Match the string "Margarita" against each line below, and copy every line that matches.

──────── DATA FOR PROCESSING

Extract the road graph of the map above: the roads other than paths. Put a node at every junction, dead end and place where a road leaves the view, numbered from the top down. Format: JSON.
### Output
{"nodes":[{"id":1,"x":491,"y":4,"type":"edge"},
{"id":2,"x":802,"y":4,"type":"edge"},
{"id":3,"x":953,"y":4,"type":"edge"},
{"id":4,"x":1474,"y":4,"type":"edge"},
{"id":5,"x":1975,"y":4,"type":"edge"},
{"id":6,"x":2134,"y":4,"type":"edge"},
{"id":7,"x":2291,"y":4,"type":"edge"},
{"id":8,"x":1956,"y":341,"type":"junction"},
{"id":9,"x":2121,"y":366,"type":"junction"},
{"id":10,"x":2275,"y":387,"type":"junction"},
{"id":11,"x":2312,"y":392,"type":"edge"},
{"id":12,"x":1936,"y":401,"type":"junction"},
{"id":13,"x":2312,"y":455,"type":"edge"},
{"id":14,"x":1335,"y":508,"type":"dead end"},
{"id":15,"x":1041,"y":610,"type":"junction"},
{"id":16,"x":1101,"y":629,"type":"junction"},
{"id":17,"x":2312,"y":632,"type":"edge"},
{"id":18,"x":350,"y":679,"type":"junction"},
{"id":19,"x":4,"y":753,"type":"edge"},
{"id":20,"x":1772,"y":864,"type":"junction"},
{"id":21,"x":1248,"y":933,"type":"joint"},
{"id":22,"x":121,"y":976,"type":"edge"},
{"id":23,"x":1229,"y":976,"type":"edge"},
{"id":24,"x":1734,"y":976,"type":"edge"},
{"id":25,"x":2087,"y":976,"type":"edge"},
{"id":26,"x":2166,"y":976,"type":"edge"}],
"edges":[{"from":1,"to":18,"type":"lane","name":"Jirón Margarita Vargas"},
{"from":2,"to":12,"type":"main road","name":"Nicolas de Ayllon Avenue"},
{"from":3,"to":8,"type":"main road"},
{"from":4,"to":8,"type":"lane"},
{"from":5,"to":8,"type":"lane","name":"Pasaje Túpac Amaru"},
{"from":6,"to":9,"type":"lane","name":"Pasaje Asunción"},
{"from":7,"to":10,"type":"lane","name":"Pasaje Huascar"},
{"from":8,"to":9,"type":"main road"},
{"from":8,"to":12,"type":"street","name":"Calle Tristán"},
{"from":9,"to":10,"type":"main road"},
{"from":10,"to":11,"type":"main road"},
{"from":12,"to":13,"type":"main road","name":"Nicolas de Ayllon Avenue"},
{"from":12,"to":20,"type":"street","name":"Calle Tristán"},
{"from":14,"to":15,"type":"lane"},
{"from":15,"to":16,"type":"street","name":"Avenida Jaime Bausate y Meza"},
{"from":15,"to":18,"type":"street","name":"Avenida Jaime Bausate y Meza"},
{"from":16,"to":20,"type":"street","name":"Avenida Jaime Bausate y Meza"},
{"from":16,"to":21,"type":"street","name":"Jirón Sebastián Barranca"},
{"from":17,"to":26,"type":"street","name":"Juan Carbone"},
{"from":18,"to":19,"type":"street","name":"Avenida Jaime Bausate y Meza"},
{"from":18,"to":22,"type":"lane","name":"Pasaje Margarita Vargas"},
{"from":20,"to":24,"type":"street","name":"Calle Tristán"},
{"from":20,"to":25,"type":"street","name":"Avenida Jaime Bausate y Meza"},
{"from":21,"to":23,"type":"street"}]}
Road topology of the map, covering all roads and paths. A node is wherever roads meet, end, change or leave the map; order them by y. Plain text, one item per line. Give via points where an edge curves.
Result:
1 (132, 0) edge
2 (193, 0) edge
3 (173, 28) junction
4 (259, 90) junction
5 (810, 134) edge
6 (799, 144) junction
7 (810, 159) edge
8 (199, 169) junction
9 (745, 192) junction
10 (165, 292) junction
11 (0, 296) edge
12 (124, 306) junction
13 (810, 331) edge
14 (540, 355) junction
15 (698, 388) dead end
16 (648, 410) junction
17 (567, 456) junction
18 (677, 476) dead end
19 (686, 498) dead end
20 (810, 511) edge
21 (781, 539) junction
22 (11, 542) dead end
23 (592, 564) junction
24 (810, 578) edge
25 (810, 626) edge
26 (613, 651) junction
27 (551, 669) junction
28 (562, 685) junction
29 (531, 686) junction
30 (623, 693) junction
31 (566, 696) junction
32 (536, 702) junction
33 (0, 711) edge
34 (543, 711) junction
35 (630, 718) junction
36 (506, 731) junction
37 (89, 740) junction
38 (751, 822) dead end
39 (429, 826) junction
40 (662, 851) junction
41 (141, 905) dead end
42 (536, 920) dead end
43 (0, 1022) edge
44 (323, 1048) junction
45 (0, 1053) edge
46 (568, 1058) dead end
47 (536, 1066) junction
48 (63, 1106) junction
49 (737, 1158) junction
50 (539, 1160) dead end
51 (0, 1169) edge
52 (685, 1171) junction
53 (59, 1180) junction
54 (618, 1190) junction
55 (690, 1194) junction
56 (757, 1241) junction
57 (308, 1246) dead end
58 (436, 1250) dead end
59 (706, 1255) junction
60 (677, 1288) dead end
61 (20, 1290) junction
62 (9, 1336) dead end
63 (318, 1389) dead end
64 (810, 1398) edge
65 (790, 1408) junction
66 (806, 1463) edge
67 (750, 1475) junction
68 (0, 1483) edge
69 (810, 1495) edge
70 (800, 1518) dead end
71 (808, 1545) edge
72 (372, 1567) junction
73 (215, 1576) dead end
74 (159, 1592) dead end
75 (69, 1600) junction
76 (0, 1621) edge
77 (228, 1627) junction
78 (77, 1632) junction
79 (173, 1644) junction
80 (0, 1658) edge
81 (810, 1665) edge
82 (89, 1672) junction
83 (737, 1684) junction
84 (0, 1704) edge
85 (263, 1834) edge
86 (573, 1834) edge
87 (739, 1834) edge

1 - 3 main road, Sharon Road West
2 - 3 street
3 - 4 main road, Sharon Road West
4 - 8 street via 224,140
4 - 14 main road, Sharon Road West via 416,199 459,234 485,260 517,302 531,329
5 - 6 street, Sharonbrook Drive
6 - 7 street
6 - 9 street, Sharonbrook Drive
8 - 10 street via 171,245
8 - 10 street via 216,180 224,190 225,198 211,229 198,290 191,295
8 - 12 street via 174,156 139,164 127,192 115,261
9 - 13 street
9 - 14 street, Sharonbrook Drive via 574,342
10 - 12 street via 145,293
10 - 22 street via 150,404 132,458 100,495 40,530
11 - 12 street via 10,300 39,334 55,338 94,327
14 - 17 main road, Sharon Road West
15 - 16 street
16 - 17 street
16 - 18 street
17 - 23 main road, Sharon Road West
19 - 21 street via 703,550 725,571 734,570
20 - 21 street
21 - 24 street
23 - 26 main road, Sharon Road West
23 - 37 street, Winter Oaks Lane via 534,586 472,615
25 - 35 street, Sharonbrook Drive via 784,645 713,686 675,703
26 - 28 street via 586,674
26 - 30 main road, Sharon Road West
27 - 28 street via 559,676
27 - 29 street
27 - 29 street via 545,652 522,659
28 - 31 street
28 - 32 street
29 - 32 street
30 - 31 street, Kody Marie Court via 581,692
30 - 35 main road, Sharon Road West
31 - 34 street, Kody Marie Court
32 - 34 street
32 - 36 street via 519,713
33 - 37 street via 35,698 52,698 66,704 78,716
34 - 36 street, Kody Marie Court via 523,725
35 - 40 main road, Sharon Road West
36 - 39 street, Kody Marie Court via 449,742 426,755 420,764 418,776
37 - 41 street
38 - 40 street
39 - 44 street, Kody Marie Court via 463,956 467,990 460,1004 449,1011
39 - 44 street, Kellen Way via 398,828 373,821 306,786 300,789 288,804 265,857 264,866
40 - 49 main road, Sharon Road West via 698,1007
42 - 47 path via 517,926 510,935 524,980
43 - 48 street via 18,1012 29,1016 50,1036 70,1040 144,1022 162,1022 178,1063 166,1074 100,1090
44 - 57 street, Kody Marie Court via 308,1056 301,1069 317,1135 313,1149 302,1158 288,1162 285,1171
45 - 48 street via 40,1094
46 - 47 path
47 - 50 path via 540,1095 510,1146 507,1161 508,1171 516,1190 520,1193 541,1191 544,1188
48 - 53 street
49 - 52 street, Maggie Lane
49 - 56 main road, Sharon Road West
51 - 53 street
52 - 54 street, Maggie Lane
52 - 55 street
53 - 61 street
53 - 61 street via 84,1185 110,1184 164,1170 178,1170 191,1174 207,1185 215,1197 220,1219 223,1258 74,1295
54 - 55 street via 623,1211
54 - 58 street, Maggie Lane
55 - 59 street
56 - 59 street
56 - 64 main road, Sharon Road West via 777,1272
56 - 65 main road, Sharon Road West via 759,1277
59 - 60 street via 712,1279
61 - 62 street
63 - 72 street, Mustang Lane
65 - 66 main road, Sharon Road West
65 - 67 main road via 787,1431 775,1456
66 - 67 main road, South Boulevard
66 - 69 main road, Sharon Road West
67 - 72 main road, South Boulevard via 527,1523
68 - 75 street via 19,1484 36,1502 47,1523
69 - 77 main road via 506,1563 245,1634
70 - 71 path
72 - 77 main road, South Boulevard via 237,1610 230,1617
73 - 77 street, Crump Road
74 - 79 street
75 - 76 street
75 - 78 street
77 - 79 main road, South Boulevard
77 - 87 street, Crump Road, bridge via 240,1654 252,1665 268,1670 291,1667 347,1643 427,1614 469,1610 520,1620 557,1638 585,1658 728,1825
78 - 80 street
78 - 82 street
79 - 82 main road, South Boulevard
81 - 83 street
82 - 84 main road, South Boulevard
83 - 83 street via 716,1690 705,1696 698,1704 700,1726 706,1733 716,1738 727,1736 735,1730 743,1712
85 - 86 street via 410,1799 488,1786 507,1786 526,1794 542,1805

────────────────

→ **RESPONSE TO THE EXERCISE**:
"edges":[{"from":1,"to":18,"type":"lane","name":"Jirón Margarita Vargas"},
{"from":18,"to":22,"type":"lane","name":"Pasaje Margarita Vargas"},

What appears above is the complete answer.